“Traffico nello stretto di Hormuz invariato nel primo giorno di blocco voluto da Trump”
Il primo giorno pieno di applicazione del blocco voluto da Donald Trump per le navi che fanno scalo nei porti iraniani ha avuto un impatto limitato sul traffico nello Stretto di Hormuz. Martedì, secondo dati di navigazione visti da Reuters, almeno otto imbarcazioni tra cui tre petroliere riconducibili all’Iran hanno attraversato il passaggio. La misura ha comunque aumentato l’incertezza per armatori, compagnie petrolifere e assicuratori, già esposti ai rischi della guerra. E, nonostante alcuni transiti, i flussi restano drasticamente ridotti rispetto agli oltre 130 attraversamenti giornalieri registrati prima dell’inizio del conflitto avviato da Stati Uniti e Israele contro l’Iran, secondo fonti del settore.
Nelle prime 24 ore di operatività, sei unità hanno invertito la rotta su ordine delle forze Usa, rientrando verso porti iraniani. Le tre petroliere legate a Teheran che hanno attraversato lo stretto non erano dirette verso scali iraniani e non sono quindi state colpite dalle restrizioni. Tra queste, la Peace Gulf battente bandiera panamense è diretta verso il porto di Hamriyah, negli Emirati Arabi Uniti, e trasporta tipicamente nafta iraniana destinata a riesportazioni verso l’Asia.
Altre navi, riporta Reuters, hanno continuato a muoversi nonostante il blocco. La petroliera Murlikishan, già attiva nel trasporto di greggio russo e iraniano, dovrebbe raggiungere l’Iraq il 16 aprile per caricare olio combustibile. La Rich Starry è la prima tanker a uscire dal Golfo dall’inizio delle restrizioni: una nave sotto sanzioni statunitensi, con circa 250mila barili di metanolo a bordo e legata alla società cinese Shanghai Xuanrun Shipping.
Dall’entrata in vigore della misura altre cinque imbarcazioni hanno poi attraversato lo stretto: due petroliere per prodotti chimici e gas, due bulk carrier e una nave cargo diretta al porto iraniano di Bandar Abbas.

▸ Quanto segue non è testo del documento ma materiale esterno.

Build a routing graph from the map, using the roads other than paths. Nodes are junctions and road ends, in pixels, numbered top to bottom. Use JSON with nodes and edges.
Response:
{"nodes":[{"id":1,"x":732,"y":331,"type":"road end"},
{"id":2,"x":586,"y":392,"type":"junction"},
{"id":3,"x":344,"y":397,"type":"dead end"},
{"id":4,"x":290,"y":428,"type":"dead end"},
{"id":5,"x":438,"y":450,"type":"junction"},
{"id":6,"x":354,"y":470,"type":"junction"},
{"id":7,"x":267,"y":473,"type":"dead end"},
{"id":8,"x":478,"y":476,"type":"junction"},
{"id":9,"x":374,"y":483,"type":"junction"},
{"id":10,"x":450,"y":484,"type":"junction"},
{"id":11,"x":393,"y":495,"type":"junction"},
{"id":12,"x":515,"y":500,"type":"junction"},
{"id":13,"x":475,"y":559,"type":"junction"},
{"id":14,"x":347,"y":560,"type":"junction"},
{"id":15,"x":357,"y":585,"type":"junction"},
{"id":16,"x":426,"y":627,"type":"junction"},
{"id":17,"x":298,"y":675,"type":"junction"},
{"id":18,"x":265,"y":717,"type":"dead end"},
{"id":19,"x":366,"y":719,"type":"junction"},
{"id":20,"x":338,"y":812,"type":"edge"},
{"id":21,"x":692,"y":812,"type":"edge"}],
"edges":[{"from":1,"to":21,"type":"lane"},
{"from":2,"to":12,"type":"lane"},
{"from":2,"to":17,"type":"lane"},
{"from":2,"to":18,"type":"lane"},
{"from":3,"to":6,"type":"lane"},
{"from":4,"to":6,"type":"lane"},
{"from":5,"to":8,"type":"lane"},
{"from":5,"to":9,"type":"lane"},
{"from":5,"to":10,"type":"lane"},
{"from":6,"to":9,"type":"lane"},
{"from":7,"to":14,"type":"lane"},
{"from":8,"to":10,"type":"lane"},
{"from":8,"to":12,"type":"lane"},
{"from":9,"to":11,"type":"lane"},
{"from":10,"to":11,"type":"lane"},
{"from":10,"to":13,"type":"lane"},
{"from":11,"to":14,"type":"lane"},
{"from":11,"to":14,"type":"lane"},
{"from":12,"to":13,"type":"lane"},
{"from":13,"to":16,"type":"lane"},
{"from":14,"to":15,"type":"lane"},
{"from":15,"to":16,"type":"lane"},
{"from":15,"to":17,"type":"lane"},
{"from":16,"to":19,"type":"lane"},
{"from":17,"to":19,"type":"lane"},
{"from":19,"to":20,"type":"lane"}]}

Una comunicazione militare statunitense, visionata da Reuters, precisa che le spedizioni umanitarie restano escluse dal blocco.
Secondo Fabrizio Coticchia, docente di scienze politiche all’università di Genova, Washington potrebbe optare per un’applicazione selettiva: “Non serve bloccare ogni nave o entrare nello stretto: è possibile un blocco intermittente”. I premi assicurativi per coprire i rischi di guerra non sono aumentati rispetto ai giorni precedenti, ma rimangono su livelli molto alti, di centinaia di migliaia di dollari a settimana, con revisioni delle coperture ogni 48 ore. Secondo la società di brokeraggio marittimo BRS, un ritorno alla normalità appare sempre più lontano: nel breve termine, il traffico commerciale nello stretto potrebbe ridursi al minimo o azzerarsi.